Fire fighters and academics are working on a project to keep vulnerable communities safe from fire.

The so-called PREMONITION project has been launched at Sheffield University and Sheffield Hallam University and is being carried out by experts in behavioural risk analysis, intelligent simulations and in the study of social processes.

According to Sheffield University, computer modelling techniques such as large scale agent-based modelling will enable fire fighters to draw together different strands of information, including geographical, demographical and behavioural data to build up a picture of an area and predict where fires and other emergencies might occur.

The PREMONITION simulation will reportedly enable fire fighters identify where the most vulnerable areas are, considering factors such times of the year or the day when risks are thought to be greatest.

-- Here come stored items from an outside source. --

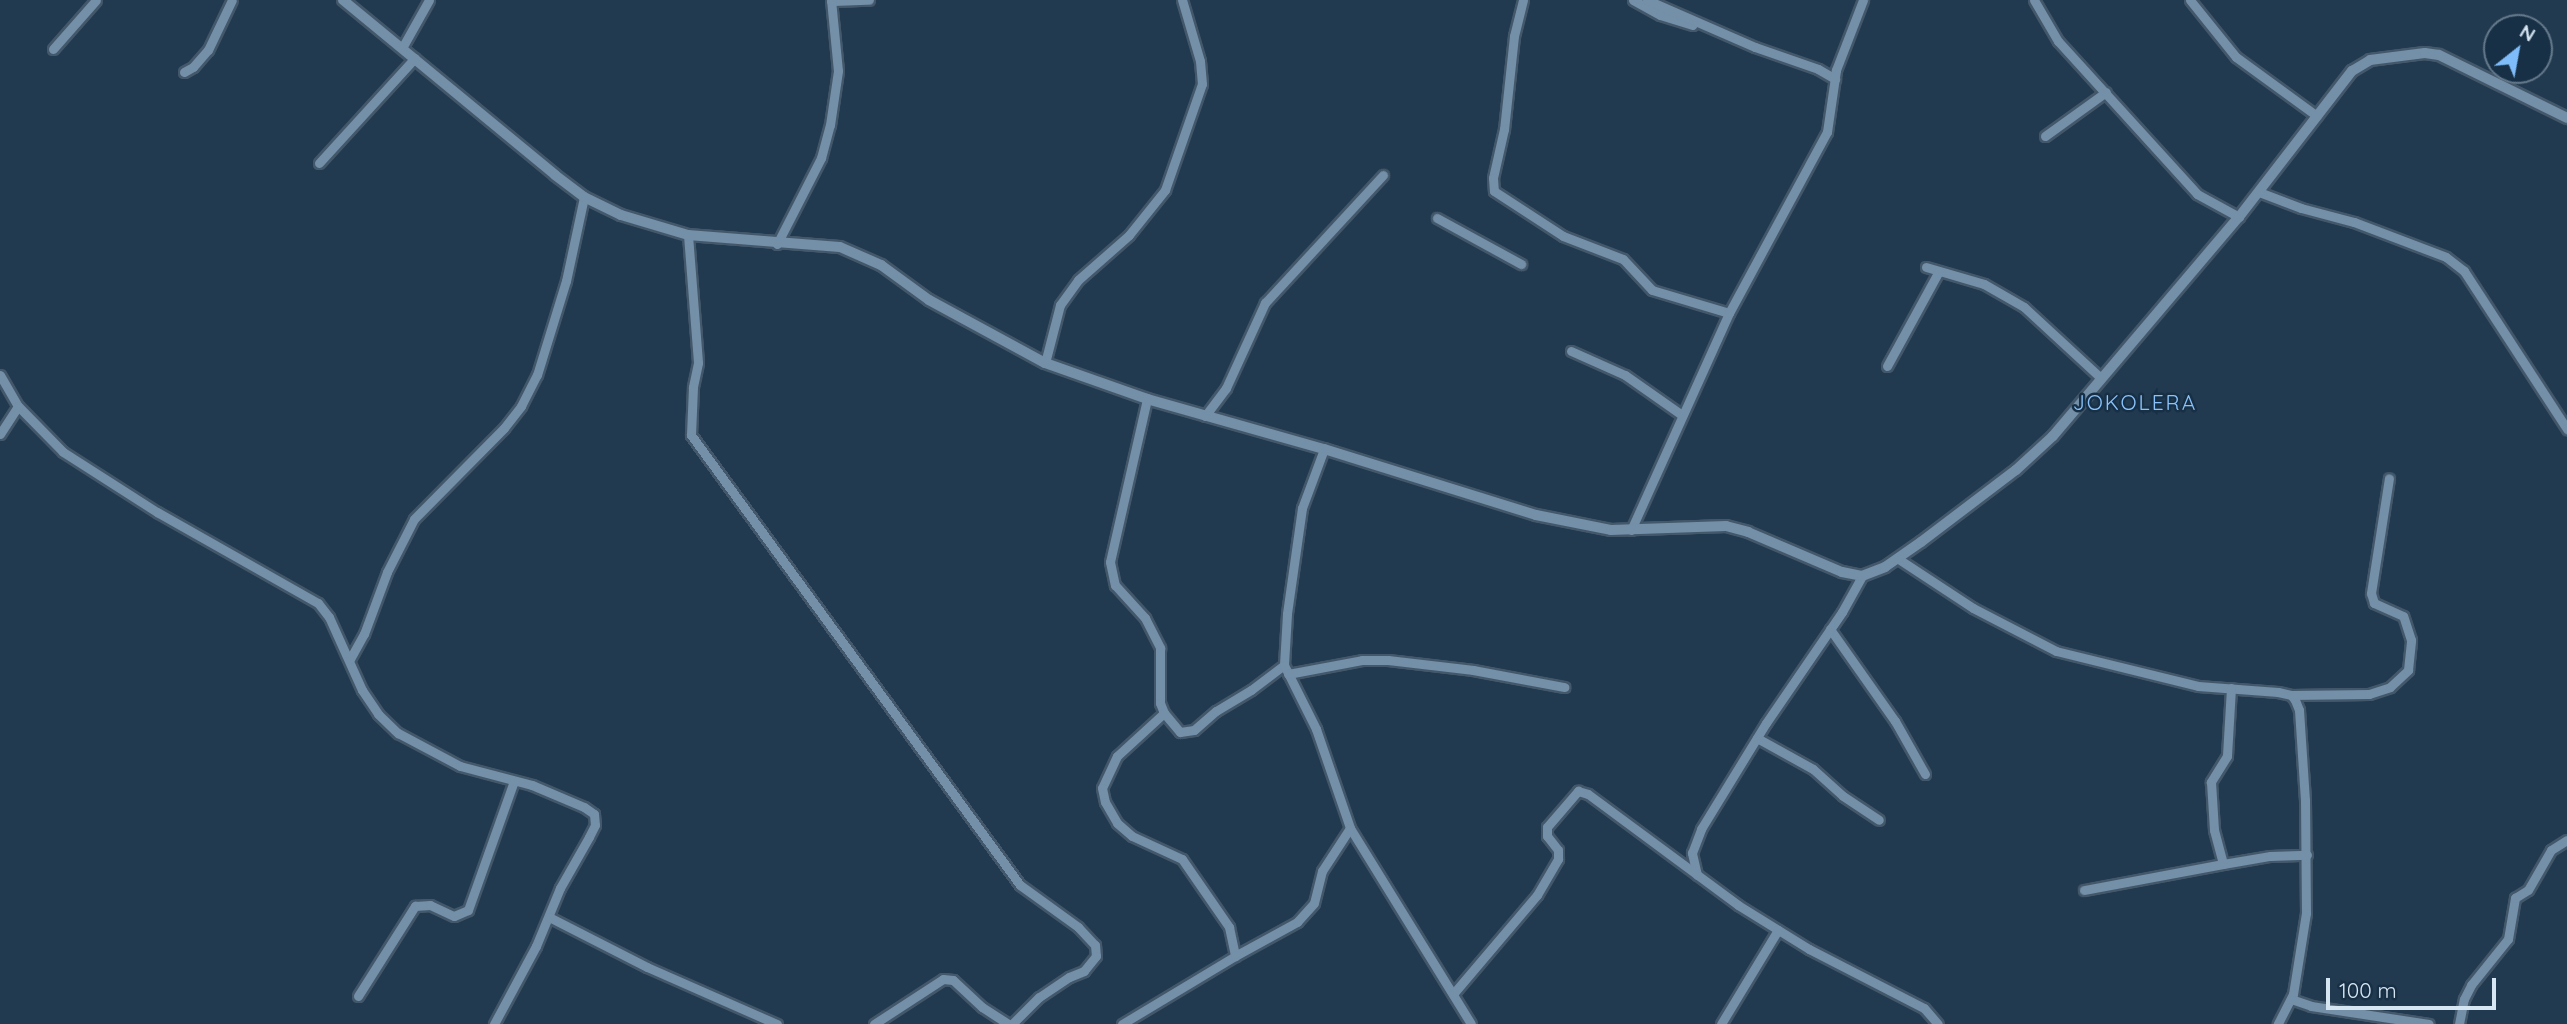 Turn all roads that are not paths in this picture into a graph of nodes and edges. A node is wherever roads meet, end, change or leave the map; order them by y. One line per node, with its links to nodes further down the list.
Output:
1 (96, 0): 16 (street)
2 (232, 0): 18 (street)
3 (343, 0): 15 (street)
4 (429, 0): 15 (street)
5 (831, 0): 6 (street); 31 (street)
6 (869, 0)
7 (1182, 0): 37 (street)
8 (1523, 0): 35 (street)
9 (1633, 0): 14 (street)
10 (1647, 0): 19 (street)
11 (1863, 0): 19 (street)
12 (2034, 0): 20 (street)
13 (2190, 0): 21 (street)
14 (1693, 26)
15 (402, 48): 17 (street)
16 (54, 49)
17 (415, 58): 24 (street); 27 (street)
18 (184, 72)
19 (1835, 79): 35 (street)
20 (2106, 92): 23 (street); 28 (street)
21 (2316, 116): 22 (street); 26 (street)
22 (2567, 118)
23 (2045, 136)
24 (319, 163)
25 (1383, 175): 44 (street)
26 (2259, 192): 28 (street); 45 (street)
27 (584, 197): 30 (street); 53 (street)
28 (2239, 217): 40 (street)
29 (1437, 218): 32 (street)
30 (688, 235): 31 (street); 78 (street)
31 (777, 244): 37 (street)
32 (1521, 264)
33 (1926, 267): 34 (street)
34 (1938, 271): 38 (street); 40 (street)
35 (1729, 313): 43 (street)
36 (1571, 351): 43 (street)
37 (1045, 363): 41 (street)
38 (1887, 366)
39 (0, 375): 42 (street)
40 (2101, 378): 50 (street)
41 (1147, 399): 44 (street); 58 (street)
42 (18, 406): 46 (street); 53 (street)
43 (1682, 415): 49 (street)
44 (1205, 416): 47 (street)
45 (2567, 429)
46 (0, 434)
47 (1324, 449): 49 (street); 54 (street)
48 (2389, 478): 57 (street)
49 (1631, 530): 51 (street)
50 (1898, 558): 51 (street); 56 (street)
51 (1862, 576): 52 (street)
52 (1830, 629): 59 (street); 60 (street)
53 (350, 659): 61 (street)
54 (1286, 669): 55 (street); 58 (street); 63 (street)
55 (1564, 687)
56 (2231, 688): 57 (street); 66 (street)
57 (2291, 695): 65 (street)
58 (1164, 713): 71 (street)
59 (1757, 738): 62 (street); 67 (street)
60 (1924, 775)
61 (514, 780): 69 (street); 73 (street)
62 (1879, 820)
63 (1350, 828): 71 (street); 72 (street)
64 (2567, 840): 85 (street)
65 (2307, 855): 66 (street); 74 (street)
66 (2223, 864): 68 (street)
67 (1698, 876): 70 (street); 72 (street)
68 (2084, 890)
69 (550, 917): 75 (street); 76 (street)
70 (1778, 930): 81 (street); 82 (street)
71 (1235, 956): 79 (street)
72 (1453, 994): 80 (street)
73 (358, 996)
74 (2291, 999): 83 (street); 84 (street)
75 (494, 1024)
76 (777, 1024)
77 (874, 1024): 78 (street)
78 (1010, 1024)
79 (1122, 1024)
80 (1471, 1024)
81 (1721, 1024)
82 (1938, 1024)
83 (2277, 1024)
84 (2429, 1024)
85 (2459, 1024)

Some of this information is already available to fire services through online sources, or from local authority records, but due to the vast amount of data it is difficult for humans to make sense of this information and combine it in real-time to support decision-making.

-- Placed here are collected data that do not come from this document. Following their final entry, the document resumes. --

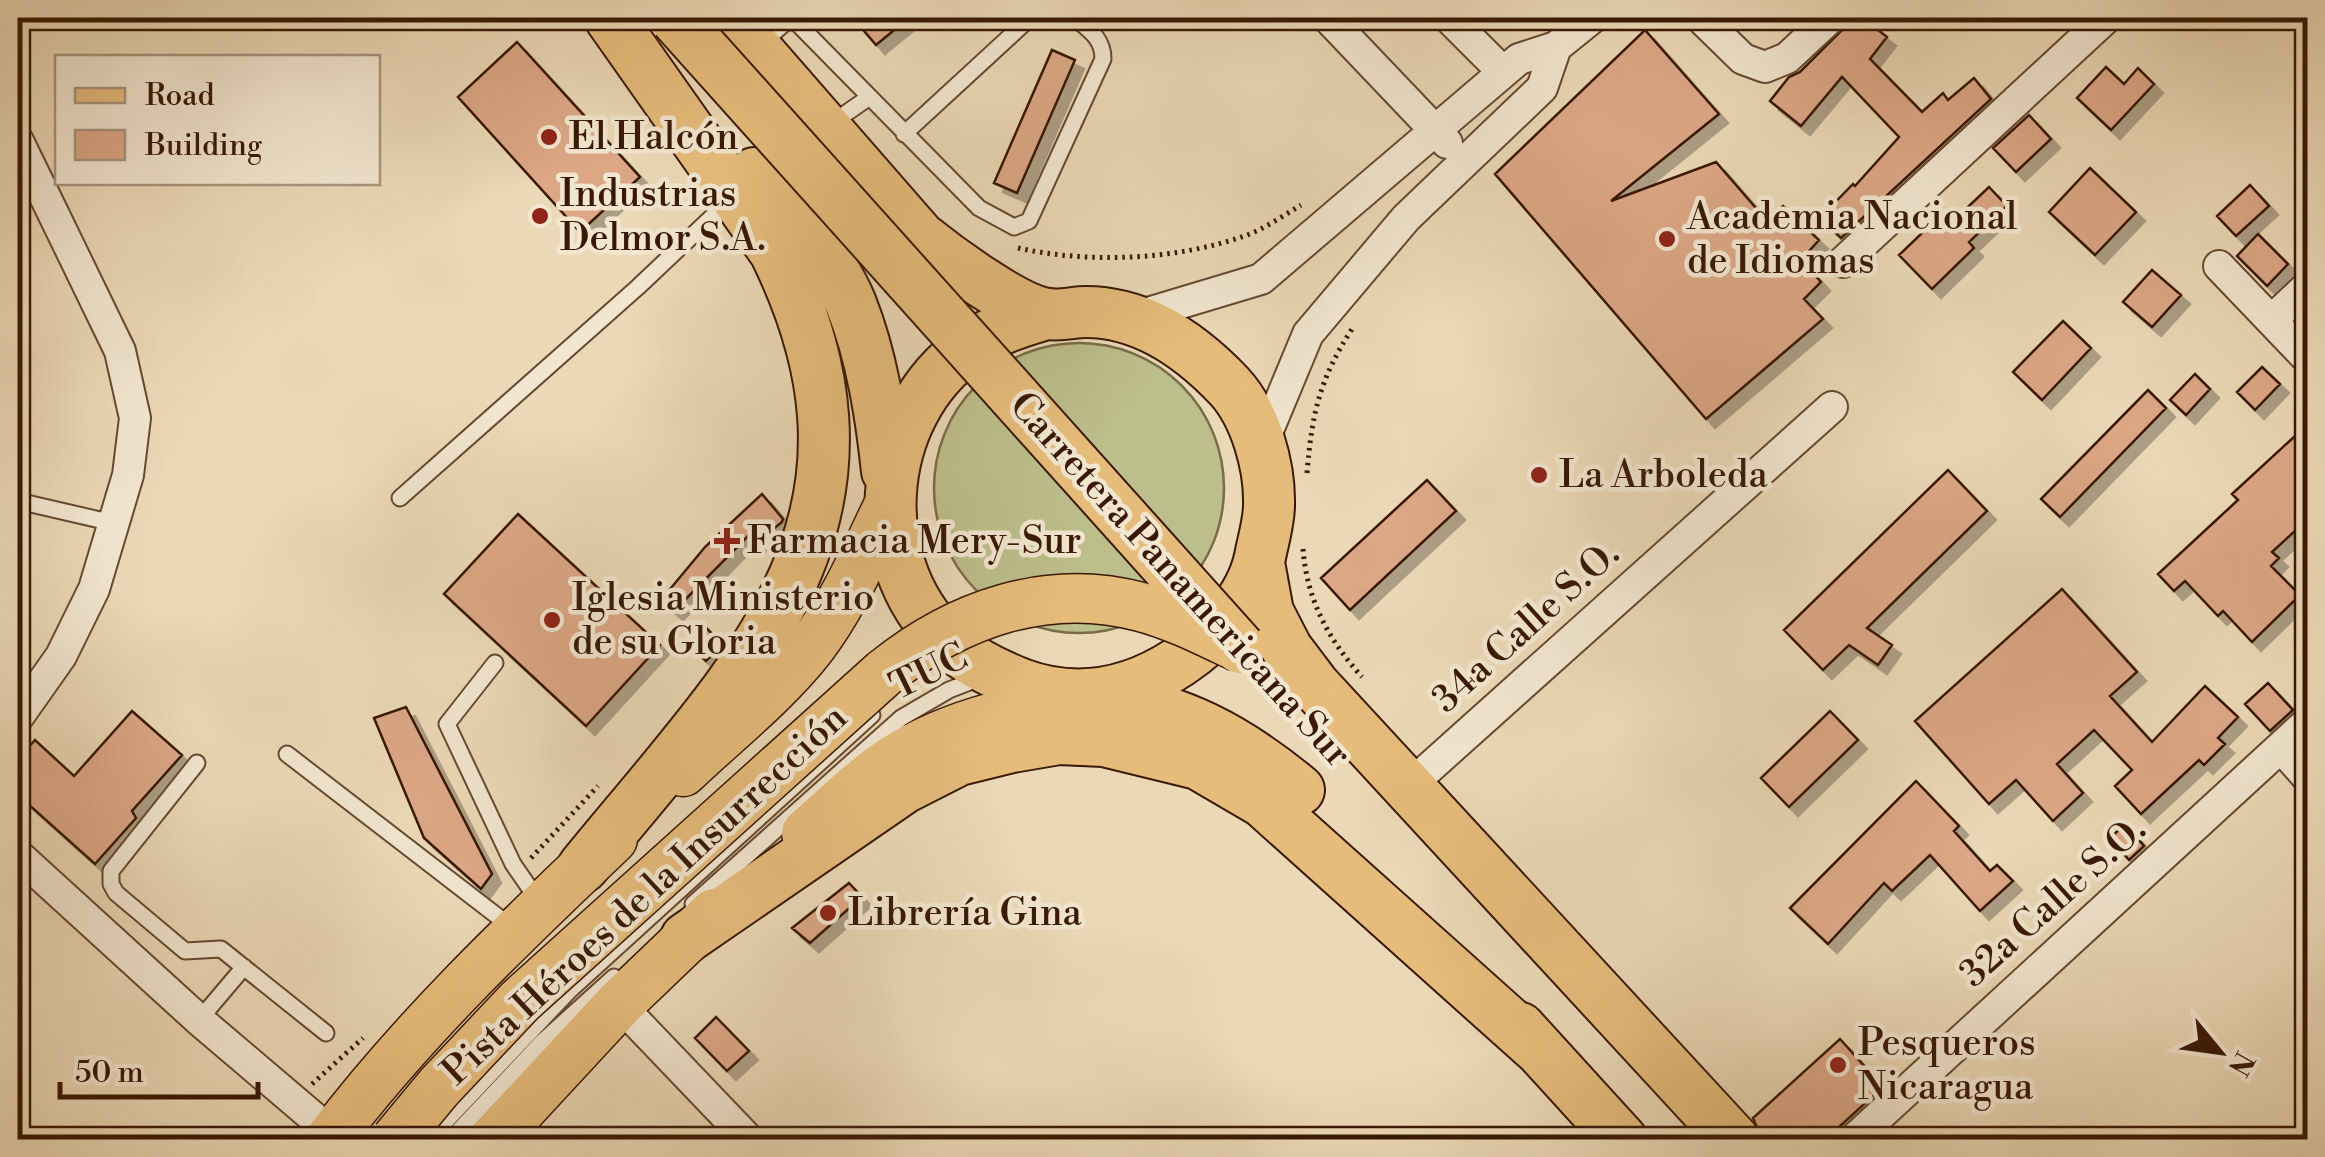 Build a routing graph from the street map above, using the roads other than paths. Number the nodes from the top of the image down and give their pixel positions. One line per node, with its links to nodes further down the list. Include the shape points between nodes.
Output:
1 (612, 18): 19 (highway)
2 (675, 18): 35 (highway, Carretera Panamericana Sur, bridge)
3 (1030, 18): 16 (lane)
4 (1075, 18): 16 (lane, via 1103,46 1103,59 1029,220 1014,227 980,208)
5 (1328, 18): 15 (street)
6 (1449, 18): 12 (street)
7 (1702, 18): 8 (street, via 1743,59 1765,66 1787,58)
8 (1830, 18)
9 (2106, 18): 20 (street)
10 (1567, 29): 12 (street); 18 (street, via 1542,88)
11 (742, 33): 13 (lane, via 796,22); 14 (highway)
12 (1503, 72): 15 (street)
13 (868, 98): 14 (lane); 16 (lane)
14 (825, 128): 23 (highway, via 920,237 964,271)
15 (1435, 130): 18 (street); 24 (street, via 1261,279)
16 (904, 134)
17 (18, 141): 32 (street, via 120,351 136,418)
18 (1465, 164): 28 (street, via 1406,218 1308,334)
19 (744, 184): 29 (highway, via 802,228 851,303 874,379); 30 (lane); 49 (highway, via 806,322 825,423 821,494 789,592 760,642)
20 (1843, 262)
21 (2219, 266): 25 (street)
22 (2308, 286): 25 (street)
23 (1046, 314): 24 (highway); 29 (highway, via 1006,326 938,375 897,447)
24 (1131, 318): 28 (highway, via 1188,346 1233,390)
25 (2273, 319): 26 (street)
26 (2308, 359)
27 (1832, 408): 47 (street, 34a Calle S.O.)
28 (1261, 447): 33 (highway, via 1269,505)
29 (889, 497): 34 (highway, via 896,557); 49 (main road, Pista Héroes de la Insurrección, via 848,591 812,645)
30 (400, 498)
31 (18, 501): 32 (lane)
32 (113, 523): 41 (street, via 94,588 62,656)
33 (1259, 563): 39 (highway, via 1236,609 1201,647 1158,675); 47 (highway, Carretera Panamericana Sur, via 1268,612 1287,648)
34 (918, 605): 37 (highway, via 952,646); 38 (lane, TUC, via 925,637)
35 (1240, 648): 58 (main road, Pista Héroes de la Insurrección, bridge, via 1144,608 1075,598 1008,606 932,638 884,673 535,988); 64 (highway, Carretera Panamericana Sur)
36 (495, 663): 50 (lane, via 447,724)
37 (1000, 676): 39 (highway, via 1040,691); 51 (lane, TUC, via 950,690 901,718)
38 (902, 684)
39 (1094, 695): 51 (main road, Pista Héroes de la Insurrección, via 986,717 936,736 883,766); 56 (highway, Carretera Panamericana Sur, via 1179,715 1256,754 1315,803)
40 (890, 696): 59 (lane, TUC, via 568,991)
41 (18, 717)
42 (2308, 722): 43 (street, 32a Calle S.O.)
43 (2281, 747): 46 (street); 66 (street, 32a Calle S.O.)
44 (287, 754): 50 (lane)
45 (197, 763): 52 (lane, via 111,870 111,884 185,951 220,949)
46 (2308, 778)
47 (1408, 786): 65 (highway, Carretera Panamericana Sur)
48 (18, 856): 54 (street)
49 (583, 867): 50 (main road, Pista Héroes de la Insurrección)
50 (526, 903): 57 (main road, Pista Héroes de la Insurrección)
51 (684, 926): 53 (main road, Pista Héroes de la Insurrección); 56 (highway, via 959,760 1012,746 1104,741 1198,764 1264,802)
52 (244, 968): 54 (lane); 55 (lane)
53 (623, 985): 60 (lane, via 542,1042); 61 (main road, Pista Héroes de la Insurrección); 62 (street)
54 (199, 1020): 57 (street)
55 (326, 1033)
56 (1542, 1052): 63 (highway, Carretera Panamericana Sur)
57 (331, 1137)
58 (395, 1140)
59 (428, 1140)
60 (450, 1140)
61 (493, 1140)
62 (750, 1140)
63 (1622, 1140)
64 (1688, 1140)
65 (1734, 1140)
66 (1853, 1140)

Further layers of detail are also being added to the computational model about the routines and behaviours of people living within particular areas, taken from previous research of residents carried out by South Yorkshire Fire and Rescue Service, to produce even more accurate results.

The primary aim of the PREMONITION intelligent system is to enable fire services to make better decisions about where to allocate resources and improve planning and fire prevention initiatives.

Dr Daniela Romano, in the Department of Computer Science at Sheffield University, is leading the project, along with Dr Dermot Breslin, from Sheffield University Management School, Dr Stephen Dobson, in Sheffield Hallam University’s Business Systems Department, and experts from South Yorkshire Fire and Rescue Service (SYFRS)

‘We live in increasingly complex social networks, with our behaviours being influenced by many interrelated factors,’ Dr Romano said in a statement.

‘Although fire services already have access to much of this information, there is no tool that can help them grasp all of the different strands and utilise the information in real-time to make decisions. This predictive model will unpack this complexity, and help manage resources and services targeted at the most vulnerable groups in our community.’

The project is funded by SYFRS, through its Stronger Safer Communities Reserve, and is initially targeted at communities in Sheffield. If successful, the programme could be made available to fire services across the country.